Economic crises have a strange way of catalyzing market and policy innovation.
The Great Recession is no different. In the midst of rising unemployment, increasing poverty and battered industries, the next economy is slowly coming into view.
The Seattle region may just lead the way. But it won’t be easy. To maximize Seattle’s strengths as an innovative, progressive city, renewed civic collaboration and shrewd government intervention, on the small and large scale, will be necessary.
This next economy will be a low (or at least reduced) carbon economy, altering our energy sources, the products we buy, the location and form of our communities, and how we get around.
It will be innovation led, as we aim for quantum leaps on everything from clean technology and renewable energy to high speed rail, the smart grid and health care information technology.
It will be less driven by domestic consumption and more oriented toward exports, particularly to rapidly industrializing nations.
And, perhaps most important, it will be metropolitan led. Metropolitan areas, here and abroad, will be the vanguard of national renewal because they overwhelmingly concentrate the assets that matter today, assets like innovation, human capital, infrastructure and quality places.
The top 100 U.S. metropolitan areas contain two-thirds of our population and generate three quarters of our gross domestic product. Greater Seattle is a powerhouse, contributing more than 69 percent of Washington’s economic output while housing only 51 percent of the state’s population.
As one of the nation’s top ports, and a leading trade partner with China and Japan, Seattle is positioned to take advantage of the shift toward exports.
Home to the University of Washington, iconic firms, world-class philanthropies and entrepreneurial startups, Seattle is a leader in the burgeoning fields of biomedicine, global health and nanotechnology.
As the nation’s local catalyst for climate action, led by Mayor Greg Nickels, Seattle has a head start on creating new markets in green building, electric vehicles and sustainable urbanization.
Yet realizing Seattle’s potential won’t just happen. Market creation will depend on savvy government actions, pulling the region together in ways large and small
In the end, this may be Seattle’s greatest challenge.
The metropolis is well known for its laudable commitment to community engagement and democratic process. Yet the “Seattle Way” has a nasty habit of delaying decisive actions. Light rail transit took decades to achieve. The hard-negotiated Alaskan Way Viaduct solution, crucial to the port and the family wage jobs it supports, may be headed in the same direction. Transformative investments like Forward Thrust in the 1960s seem near impossible today.
Success in market innovation must now be applied to education. Seattle looks great on educational attainment in general, but not so great when it comes to educating kids who actually grow up here. Fortunately, there are promising moves afoot, in the early learning and postsecondary education arenas. Obama initiatives like Promise Neighborhoods could provide additional leverage.

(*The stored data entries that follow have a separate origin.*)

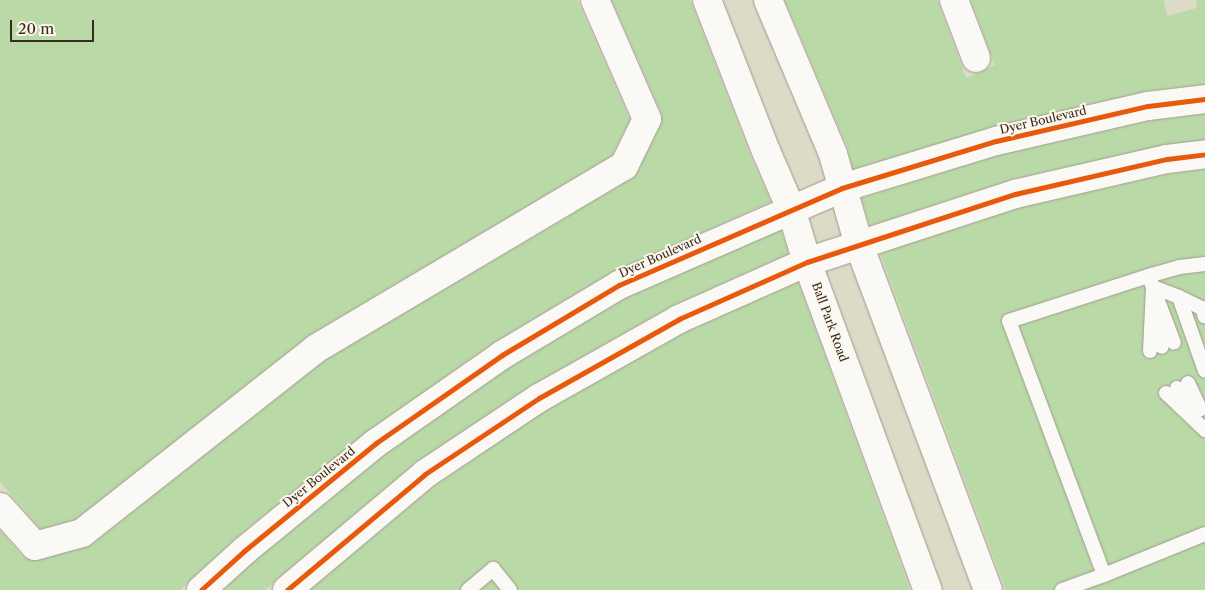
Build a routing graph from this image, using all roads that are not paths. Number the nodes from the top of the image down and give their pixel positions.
1 (595, 0) edge
2 (707, 0) edge
3 (768, 0) edge
4 (954, 0) edge
5 (976, 58) dead end
6 (1205, 99) edge
7 (1205, 154) edge
8 (842, 188) junction
9 (791, 209) junction
10 (860, 245) junction
11 (807, 262) junction
12 (1205, 264) edge
13 (1151, 282) junction
14 (1179, 298) junction
15 (1205, 317) edge
16 (1205, 371) edge
17 (1177, 388) junction
18 (1205, 418) edge
19 (1205, 426) edge
20 (1205, 430) edge
21 (0, 507) edge
22 (1205, 534) edge
23 (1104, 575) junction
24 (1086, 586) edge
25 (201, 590) edge
26 (287, 590) edge
27 (468, 590) edge
28 (510, 590) edge
29 (928, 590) edge
30 (988, 590) edge
31 (1062, 590) edge

1 - 21 street
2 - 9 street, Ball Park Road
3 - 8 street
4 - 5 street
6 - 8 street, Dyer Boulevard
7 - 10 street
8 - 9 street, Dyer Boulevard
8 - 10 street
9 - 11 street, Ball Park Road
9 - 25 street, Dyer Boulevard
10 - 11 street
10 - 30 street
11 - 26 street
11 - 29 street, Ball Park Road
12 - 13 lane
13 - 13 lane
13 - 14 lane
13 - 23 lane
14 - 15 lane
14 - 16 lane
17 - 18 lane
17 - 19 lane
17 - 20 lane
22 - 23 lane
23 - 24 lane
24 - 31 lane
27 - 28 lane

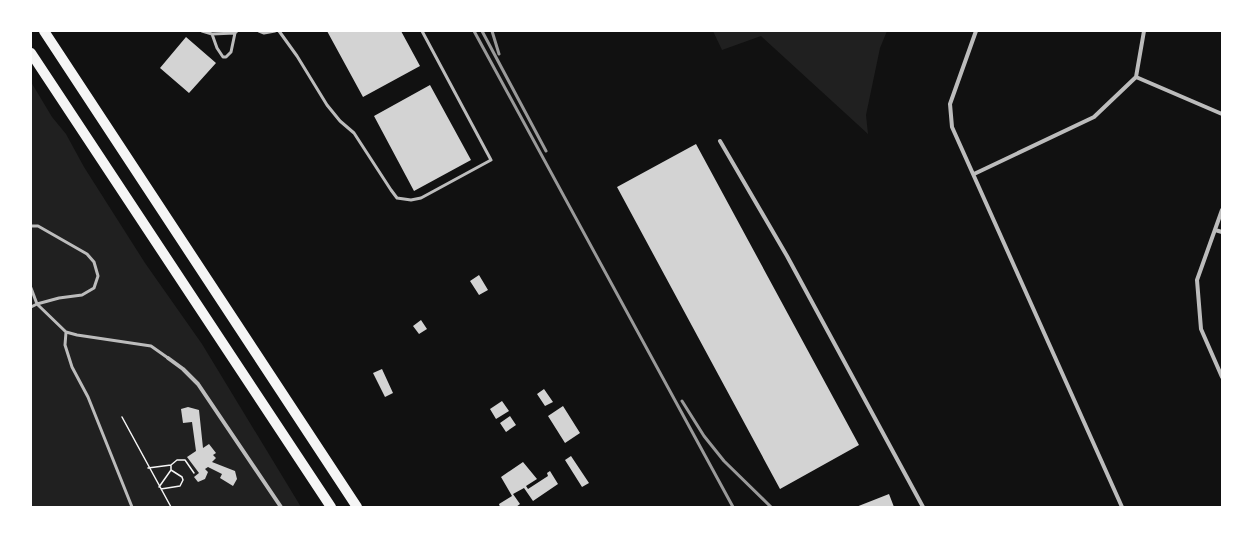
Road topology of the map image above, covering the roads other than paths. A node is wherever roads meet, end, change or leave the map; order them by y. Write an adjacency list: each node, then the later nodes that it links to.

The metropolis does not have a crisp collaborative vision, critical in today’s hyper-global competition. There are pieces of a vision, given the fine work of groups like the Puget Sound Regional Council, Cascade Land Conservancy, and SkillUp Washington. Now is the time to pull these disparate activities together, forge a common vision and then align federal and state investments in service of the goal.
In the end, of course, metros “cannot go it alone.” A cohesive metropolitan vision could lead D.C. and Olympia to more purposeful, pro-metro action. These two Washingtons still treat the nation and the state as if they are a network of small towns circa 1909. That must change.
With hard work and some luck, this could be Seattle’s moment. That would be the perfect ending to this dismal recession.